Pictures do not belong in the copy; print every entry exactly as it stands.

START Input

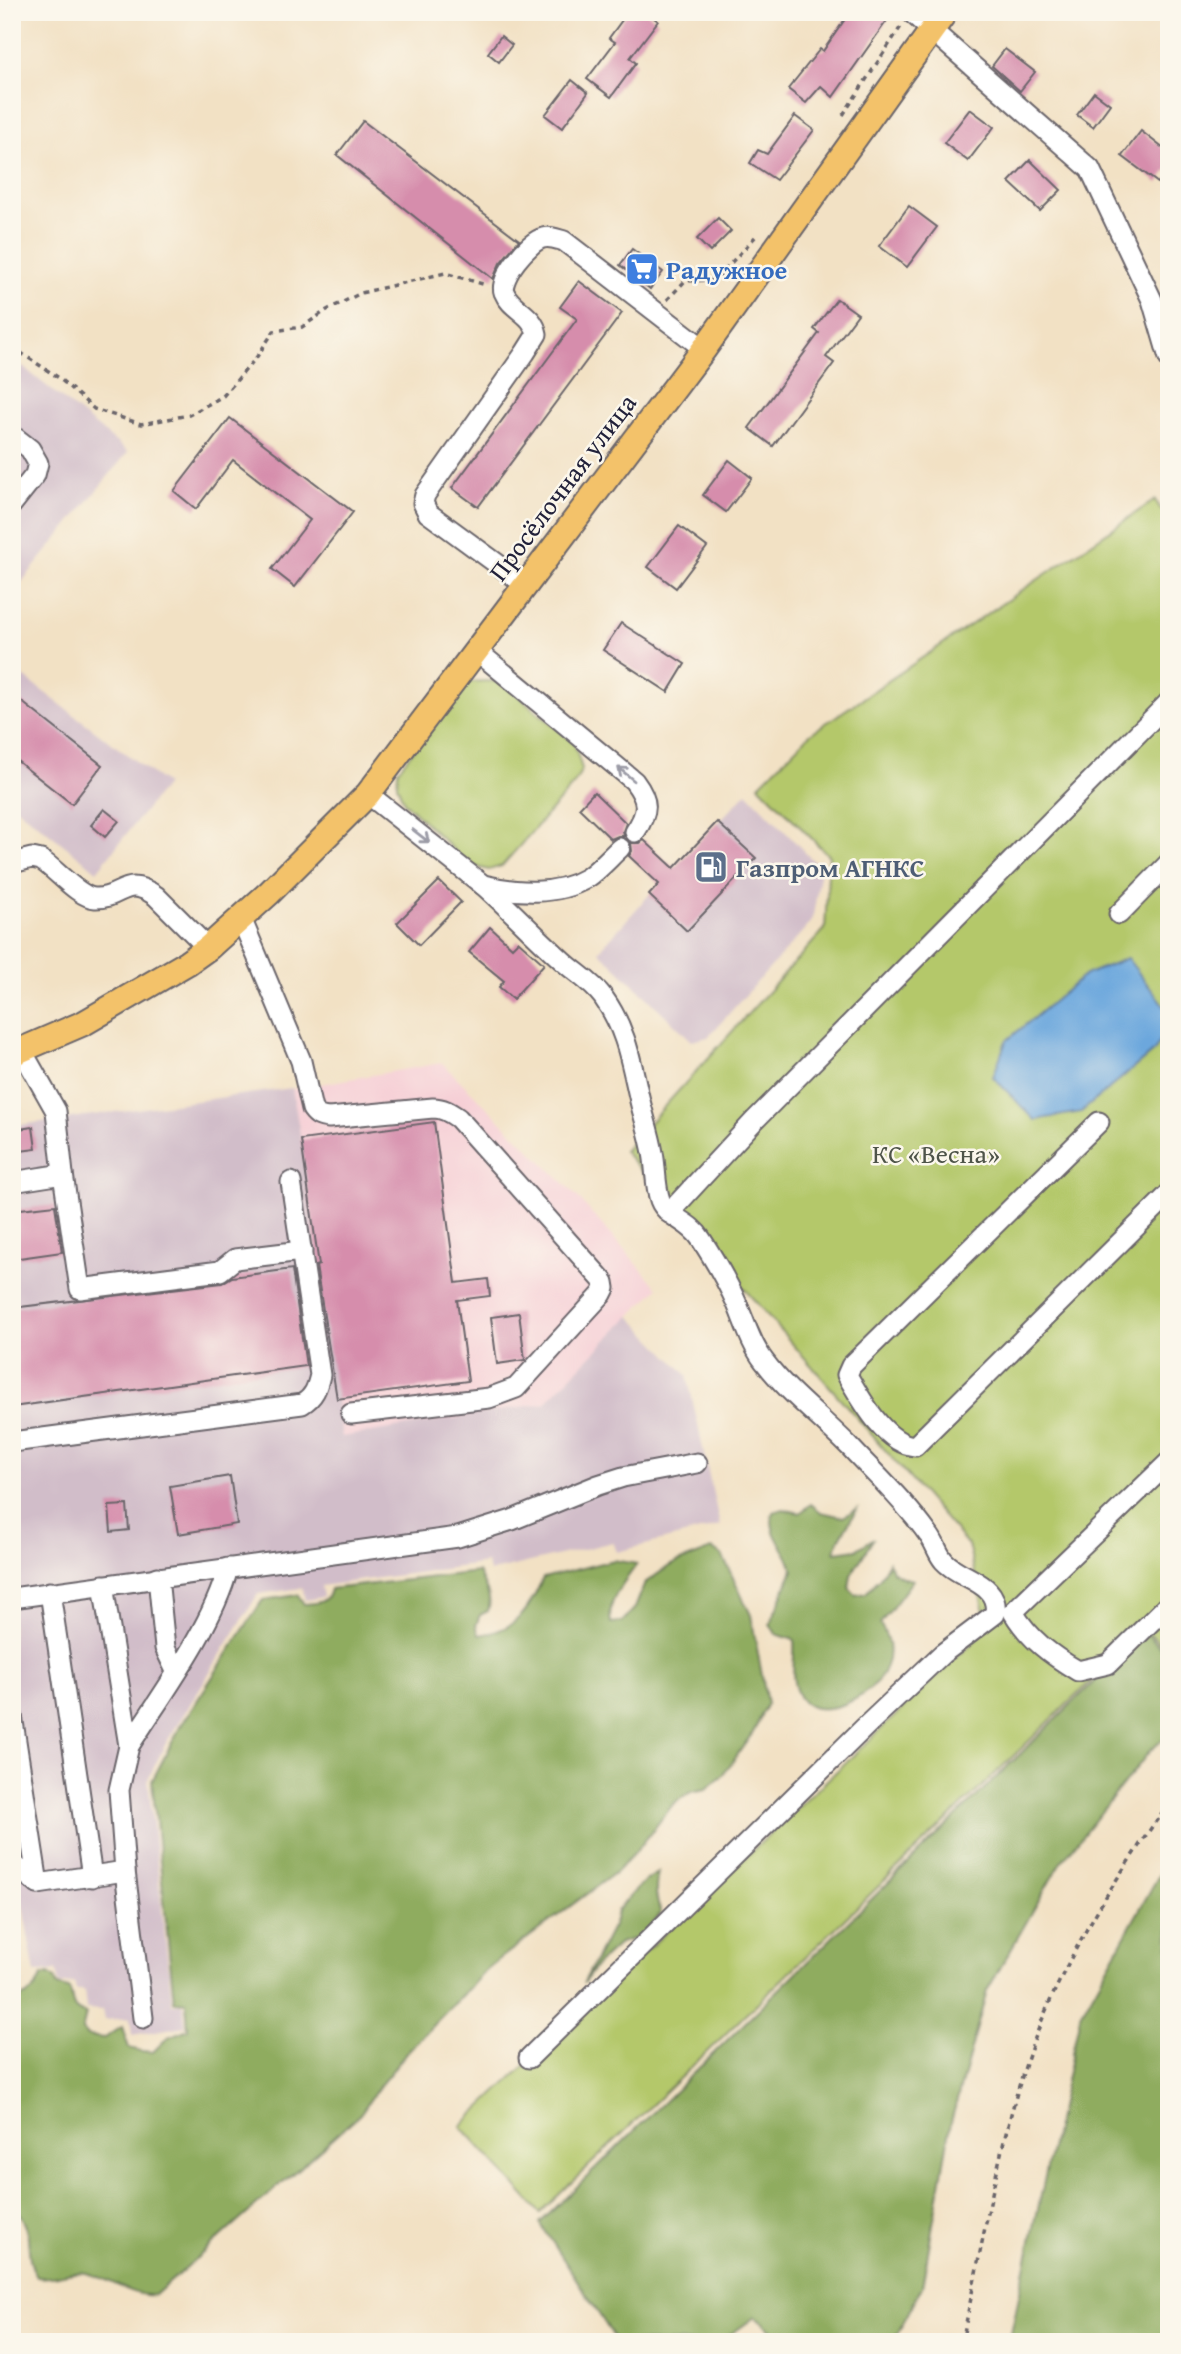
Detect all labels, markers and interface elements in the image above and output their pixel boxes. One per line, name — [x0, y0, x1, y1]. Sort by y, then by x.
supermarket icon: Радужное — [623, 250, 661, 288]
place label: Радужное — [666, 250, 788, 289]
street label: Просёлочная улица — [478, 385, 646, 589]
one-way arrow — [617, 766, 635, 782]
one-way arrow — [412, 829, 430, 844]
fuel station icon: Газпром АГНКС — [692, 848, 730, 886]
place label: Газпром АГНКС — [736, 848, 925, 887]
park label: КС «Весна» — [872, 1134, 1000, 1173]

END Input

Task solution:
Detect all labels, markers and interface elements in the image above and output their pixel boxes. One per line, name — [x0, y0, x1, y1]. Sort by y, then by x.
supermarket icon: Радужное — [623, 250, 661, 288]
place label: Радужное — [666, 250, 788, 289]
street label: Просёлочная улица — [478, 385, 646, 589]
one-way arrow — [617, 766, 635, 782]
one-way arrow — [412, 829, 430, 844]
fuel station icon: Газпром АГНКС — [692, 848, 730, 886]
place label: Газпром АГНКС — [736, 848, 925, 887]
park label: КС «Весна» — [872, 1134, 1000, 1173]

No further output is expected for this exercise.